Saved entries
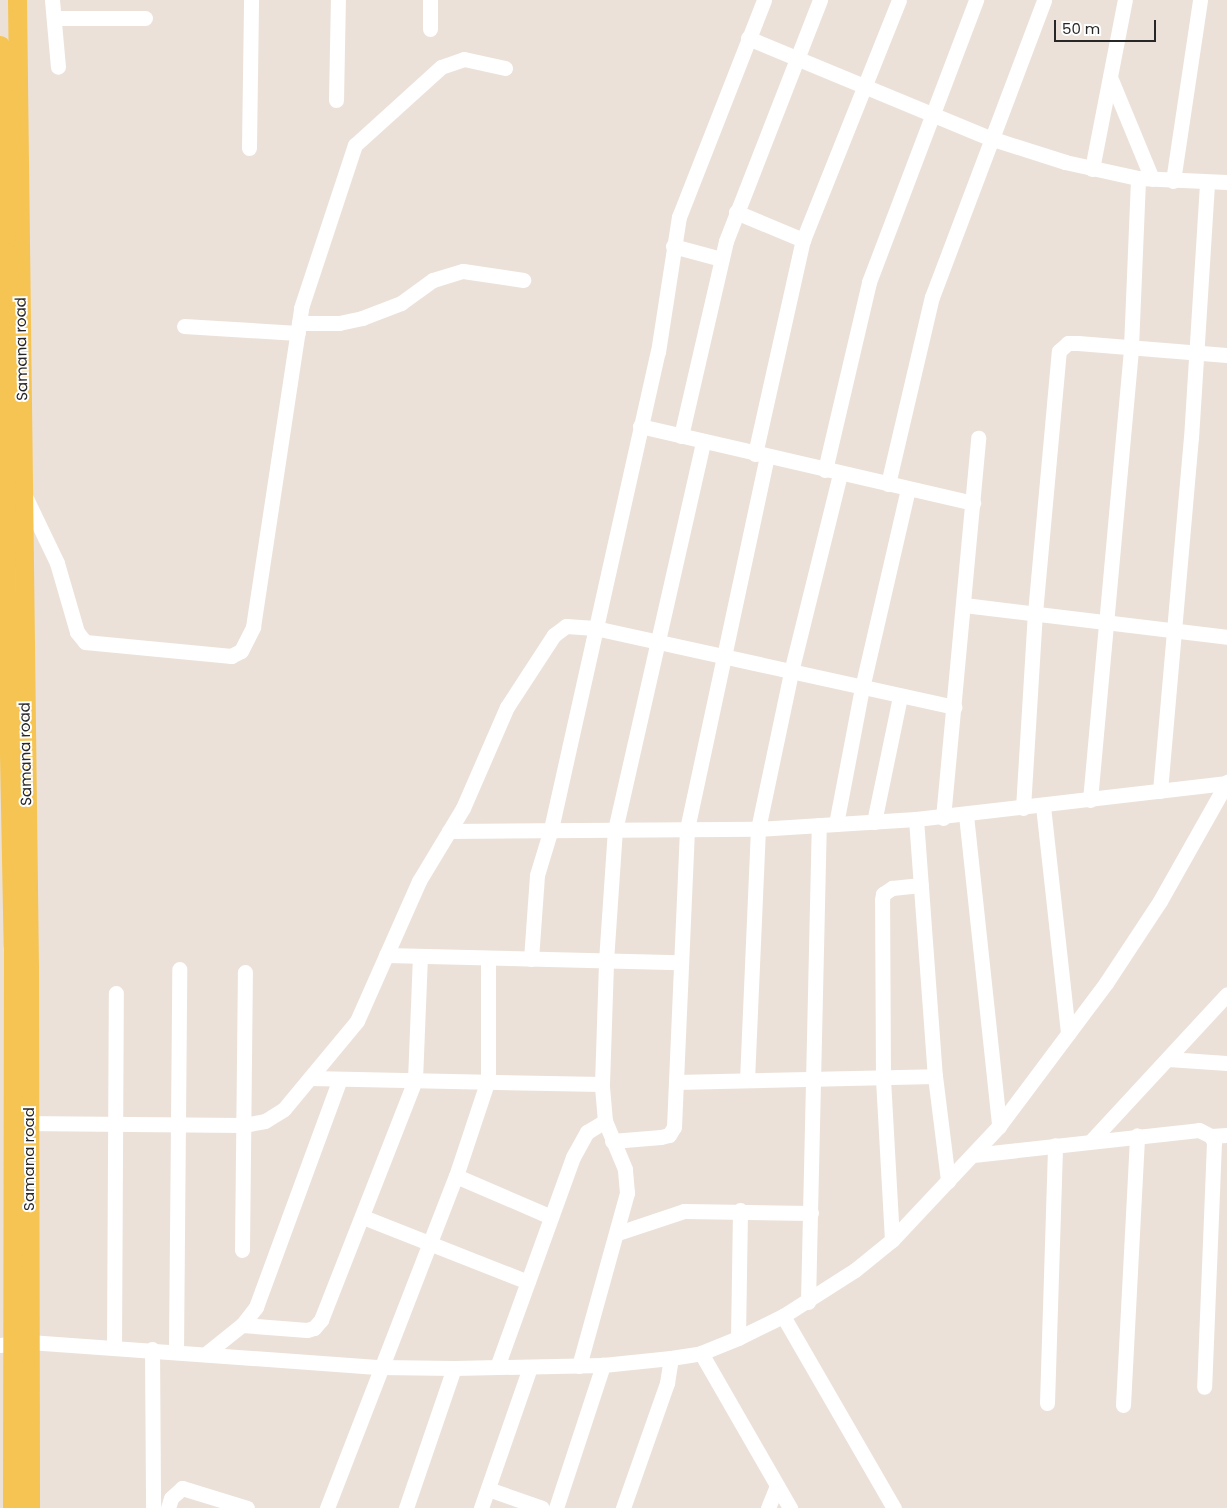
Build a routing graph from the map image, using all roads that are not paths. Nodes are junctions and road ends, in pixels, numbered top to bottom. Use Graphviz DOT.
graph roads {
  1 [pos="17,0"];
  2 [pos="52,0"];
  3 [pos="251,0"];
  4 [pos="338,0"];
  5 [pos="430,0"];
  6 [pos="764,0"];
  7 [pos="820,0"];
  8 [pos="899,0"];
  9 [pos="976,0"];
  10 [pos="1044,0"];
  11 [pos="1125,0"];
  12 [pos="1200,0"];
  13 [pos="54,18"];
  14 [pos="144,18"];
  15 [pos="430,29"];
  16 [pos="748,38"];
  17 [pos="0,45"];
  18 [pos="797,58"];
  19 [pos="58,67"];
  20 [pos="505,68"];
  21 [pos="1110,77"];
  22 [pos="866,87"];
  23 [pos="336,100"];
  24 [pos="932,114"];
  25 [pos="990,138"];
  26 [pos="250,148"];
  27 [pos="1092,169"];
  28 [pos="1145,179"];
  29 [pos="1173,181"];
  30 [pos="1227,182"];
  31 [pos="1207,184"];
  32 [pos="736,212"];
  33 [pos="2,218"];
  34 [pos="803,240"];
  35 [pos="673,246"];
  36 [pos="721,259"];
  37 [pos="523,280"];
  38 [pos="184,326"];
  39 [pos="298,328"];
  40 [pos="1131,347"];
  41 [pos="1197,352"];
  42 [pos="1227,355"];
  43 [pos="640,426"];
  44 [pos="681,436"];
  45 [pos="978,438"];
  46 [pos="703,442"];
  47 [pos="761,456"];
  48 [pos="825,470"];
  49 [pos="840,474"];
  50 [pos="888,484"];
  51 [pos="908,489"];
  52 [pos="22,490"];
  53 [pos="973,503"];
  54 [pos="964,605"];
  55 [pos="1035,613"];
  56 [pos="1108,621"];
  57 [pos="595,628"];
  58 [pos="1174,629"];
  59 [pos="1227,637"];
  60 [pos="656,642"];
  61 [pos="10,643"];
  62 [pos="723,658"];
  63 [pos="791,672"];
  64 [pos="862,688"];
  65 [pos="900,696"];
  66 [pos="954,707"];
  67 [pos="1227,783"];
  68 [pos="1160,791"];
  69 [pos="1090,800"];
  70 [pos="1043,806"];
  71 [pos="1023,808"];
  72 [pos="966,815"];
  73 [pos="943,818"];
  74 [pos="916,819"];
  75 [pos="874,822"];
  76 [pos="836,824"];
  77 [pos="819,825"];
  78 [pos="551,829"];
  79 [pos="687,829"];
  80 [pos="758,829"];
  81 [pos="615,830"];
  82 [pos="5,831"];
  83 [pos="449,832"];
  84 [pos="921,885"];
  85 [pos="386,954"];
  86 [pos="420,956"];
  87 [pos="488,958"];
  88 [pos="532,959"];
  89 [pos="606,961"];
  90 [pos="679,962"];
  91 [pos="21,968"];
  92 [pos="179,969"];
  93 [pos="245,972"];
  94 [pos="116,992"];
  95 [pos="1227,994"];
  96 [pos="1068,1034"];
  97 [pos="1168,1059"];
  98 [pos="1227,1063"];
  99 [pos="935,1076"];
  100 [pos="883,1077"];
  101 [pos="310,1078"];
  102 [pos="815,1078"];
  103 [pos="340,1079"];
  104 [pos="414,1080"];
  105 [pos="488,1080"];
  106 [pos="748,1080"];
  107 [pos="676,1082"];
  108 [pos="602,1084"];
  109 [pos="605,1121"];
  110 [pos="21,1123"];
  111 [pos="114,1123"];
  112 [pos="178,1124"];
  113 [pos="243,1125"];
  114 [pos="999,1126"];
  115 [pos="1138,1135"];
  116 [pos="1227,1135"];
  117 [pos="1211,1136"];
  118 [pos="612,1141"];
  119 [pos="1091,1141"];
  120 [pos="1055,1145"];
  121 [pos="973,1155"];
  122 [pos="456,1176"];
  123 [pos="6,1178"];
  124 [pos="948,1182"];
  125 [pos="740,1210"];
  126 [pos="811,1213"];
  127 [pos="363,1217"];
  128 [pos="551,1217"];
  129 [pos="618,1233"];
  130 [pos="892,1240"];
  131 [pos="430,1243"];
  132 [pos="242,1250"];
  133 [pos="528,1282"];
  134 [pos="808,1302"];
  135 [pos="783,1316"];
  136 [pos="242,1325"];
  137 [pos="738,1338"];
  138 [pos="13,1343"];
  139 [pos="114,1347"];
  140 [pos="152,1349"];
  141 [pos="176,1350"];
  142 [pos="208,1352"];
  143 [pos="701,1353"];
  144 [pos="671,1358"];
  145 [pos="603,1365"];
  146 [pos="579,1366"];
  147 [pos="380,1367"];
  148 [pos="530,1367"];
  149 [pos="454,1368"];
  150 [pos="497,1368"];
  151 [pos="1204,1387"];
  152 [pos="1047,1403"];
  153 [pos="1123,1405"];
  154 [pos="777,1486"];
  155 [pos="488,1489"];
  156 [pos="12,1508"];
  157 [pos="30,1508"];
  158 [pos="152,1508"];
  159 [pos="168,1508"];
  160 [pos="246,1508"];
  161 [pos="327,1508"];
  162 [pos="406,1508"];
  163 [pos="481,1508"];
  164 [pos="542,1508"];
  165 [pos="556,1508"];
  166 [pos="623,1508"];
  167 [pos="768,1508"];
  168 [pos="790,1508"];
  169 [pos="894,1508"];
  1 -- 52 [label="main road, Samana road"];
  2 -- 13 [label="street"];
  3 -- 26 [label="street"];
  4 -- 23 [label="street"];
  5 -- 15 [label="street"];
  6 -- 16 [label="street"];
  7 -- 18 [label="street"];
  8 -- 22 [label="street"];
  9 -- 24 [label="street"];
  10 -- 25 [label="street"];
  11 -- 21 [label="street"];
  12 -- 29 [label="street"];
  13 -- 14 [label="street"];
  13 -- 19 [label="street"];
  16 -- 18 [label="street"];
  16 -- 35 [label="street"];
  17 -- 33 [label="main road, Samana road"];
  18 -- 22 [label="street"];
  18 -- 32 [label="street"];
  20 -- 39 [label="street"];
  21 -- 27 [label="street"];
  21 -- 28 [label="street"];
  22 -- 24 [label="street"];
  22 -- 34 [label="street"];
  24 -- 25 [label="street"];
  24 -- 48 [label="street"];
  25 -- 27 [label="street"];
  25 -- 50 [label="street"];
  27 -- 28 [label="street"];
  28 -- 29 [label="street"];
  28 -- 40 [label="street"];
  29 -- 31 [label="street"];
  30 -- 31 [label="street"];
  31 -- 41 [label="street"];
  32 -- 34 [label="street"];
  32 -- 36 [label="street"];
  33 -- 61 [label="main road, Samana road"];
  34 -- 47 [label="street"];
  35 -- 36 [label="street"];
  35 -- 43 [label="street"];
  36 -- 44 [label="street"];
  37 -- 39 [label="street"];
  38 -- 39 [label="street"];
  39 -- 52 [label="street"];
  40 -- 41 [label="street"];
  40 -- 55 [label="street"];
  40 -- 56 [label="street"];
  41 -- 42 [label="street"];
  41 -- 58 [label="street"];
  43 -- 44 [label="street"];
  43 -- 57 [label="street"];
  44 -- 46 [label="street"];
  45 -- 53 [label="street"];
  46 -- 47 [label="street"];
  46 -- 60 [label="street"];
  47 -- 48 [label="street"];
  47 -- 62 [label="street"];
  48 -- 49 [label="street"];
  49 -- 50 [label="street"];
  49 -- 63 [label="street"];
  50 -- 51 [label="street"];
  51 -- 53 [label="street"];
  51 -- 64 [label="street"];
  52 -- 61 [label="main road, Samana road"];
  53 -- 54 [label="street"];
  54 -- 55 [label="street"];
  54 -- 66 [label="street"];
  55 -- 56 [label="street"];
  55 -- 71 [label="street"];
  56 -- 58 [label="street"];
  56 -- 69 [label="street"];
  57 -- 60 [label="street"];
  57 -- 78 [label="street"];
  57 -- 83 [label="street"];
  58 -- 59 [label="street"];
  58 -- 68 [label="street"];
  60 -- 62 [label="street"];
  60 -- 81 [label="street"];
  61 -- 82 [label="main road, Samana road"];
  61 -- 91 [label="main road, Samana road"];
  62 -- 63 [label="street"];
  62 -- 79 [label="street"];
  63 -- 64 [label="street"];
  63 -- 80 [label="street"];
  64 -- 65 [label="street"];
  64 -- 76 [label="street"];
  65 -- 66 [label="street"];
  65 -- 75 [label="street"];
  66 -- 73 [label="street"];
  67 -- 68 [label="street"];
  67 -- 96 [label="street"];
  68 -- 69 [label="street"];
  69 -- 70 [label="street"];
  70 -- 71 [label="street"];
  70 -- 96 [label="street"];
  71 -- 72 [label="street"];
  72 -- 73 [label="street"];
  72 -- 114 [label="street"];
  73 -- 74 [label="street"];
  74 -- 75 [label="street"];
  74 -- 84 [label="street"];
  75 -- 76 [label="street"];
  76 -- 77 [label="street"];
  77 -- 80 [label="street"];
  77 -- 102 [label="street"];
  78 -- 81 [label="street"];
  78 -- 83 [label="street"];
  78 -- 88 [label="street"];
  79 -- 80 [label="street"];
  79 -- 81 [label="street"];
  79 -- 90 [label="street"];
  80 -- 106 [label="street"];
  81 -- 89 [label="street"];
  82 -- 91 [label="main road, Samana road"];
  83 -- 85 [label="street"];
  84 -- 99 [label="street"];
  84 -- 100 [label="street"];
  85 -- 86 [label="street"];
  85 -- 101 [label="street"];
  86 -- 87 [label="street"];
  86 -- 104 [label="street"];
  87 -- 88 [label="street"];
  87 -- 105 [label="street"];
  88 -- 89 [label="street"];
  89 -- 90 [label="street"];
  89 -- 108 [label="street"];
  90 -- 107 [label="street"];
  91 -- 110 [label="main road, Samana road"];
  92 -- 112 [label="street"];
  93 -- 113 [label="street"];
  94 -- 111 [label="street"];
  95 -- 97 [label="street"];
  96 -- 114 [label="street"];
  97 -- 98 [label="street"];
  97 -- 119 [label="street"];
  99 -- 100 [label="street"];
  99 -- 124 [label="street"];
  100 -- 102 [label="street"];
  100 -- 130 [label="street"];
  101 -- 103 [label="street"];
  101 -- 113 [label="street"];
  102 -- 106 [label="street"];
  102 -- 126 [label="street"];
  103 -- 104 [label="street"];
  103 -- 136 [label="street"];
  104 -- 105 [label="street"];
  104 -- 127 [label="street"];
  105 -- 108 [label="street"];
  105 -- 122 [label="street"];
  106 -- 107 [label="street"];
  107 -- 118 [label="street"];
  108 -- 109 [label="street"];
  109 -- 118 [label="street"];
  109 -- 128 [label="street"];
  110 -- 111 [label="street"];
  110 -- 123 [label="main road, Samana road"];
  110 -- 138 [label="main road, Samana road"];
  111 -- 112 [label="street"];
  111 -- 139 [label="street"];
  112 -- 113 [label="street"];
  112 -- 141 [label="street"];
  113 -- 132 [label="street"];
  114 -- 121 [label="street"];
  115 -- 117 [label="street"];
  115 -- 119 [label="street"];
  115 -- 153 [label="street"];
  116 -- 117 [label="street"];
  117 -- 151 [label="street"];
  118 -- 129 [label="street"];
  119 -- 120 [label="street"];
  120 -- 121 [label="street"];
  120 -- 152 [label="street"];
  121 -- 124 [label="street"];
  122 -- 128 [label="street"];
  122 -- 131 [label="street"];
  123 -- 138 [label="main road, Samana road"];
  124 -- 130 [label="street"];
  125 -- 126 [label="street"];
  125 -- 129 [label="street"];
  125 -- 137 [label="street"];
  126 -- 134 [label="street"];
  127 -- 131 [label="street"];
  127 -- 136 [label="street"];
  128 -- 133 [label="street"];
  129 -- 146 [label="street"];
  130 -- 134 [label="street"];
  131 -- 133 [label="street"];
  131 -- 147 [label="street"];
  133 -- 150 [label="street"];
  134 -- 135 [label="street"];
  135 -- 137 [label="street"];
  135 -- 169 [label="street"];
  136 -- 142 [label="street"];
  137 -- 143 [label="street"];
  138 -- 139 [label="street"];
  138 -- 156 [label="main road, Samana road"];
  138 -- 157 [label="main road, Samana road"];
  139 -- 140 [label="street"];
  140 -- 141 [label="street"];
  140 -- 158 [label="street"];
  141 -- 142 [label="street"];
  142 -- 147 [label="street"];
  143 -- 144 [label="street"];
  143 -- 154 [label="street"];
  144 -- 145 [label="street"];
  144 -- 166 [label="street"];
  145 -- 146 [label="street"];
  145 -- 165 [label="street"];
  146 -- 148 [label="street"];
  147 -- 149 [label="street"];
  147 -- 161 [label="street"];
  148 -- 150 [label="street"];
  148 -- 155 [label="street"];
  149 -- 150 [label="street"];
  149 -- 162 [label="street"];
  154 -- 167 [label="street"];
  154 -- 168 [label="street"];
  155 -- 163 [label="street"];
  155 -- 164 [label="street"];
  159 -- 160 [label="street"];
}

◆ Required work ◆
Where a line of the data contains "roads", copy that line.

◆ Finished task ◆
Build a routing graph from the map image, using all roads that are not paths. Nodes are junctions and road ends, in pixels, numbered top to bottom. Use Graphviz DOT.
graph roads {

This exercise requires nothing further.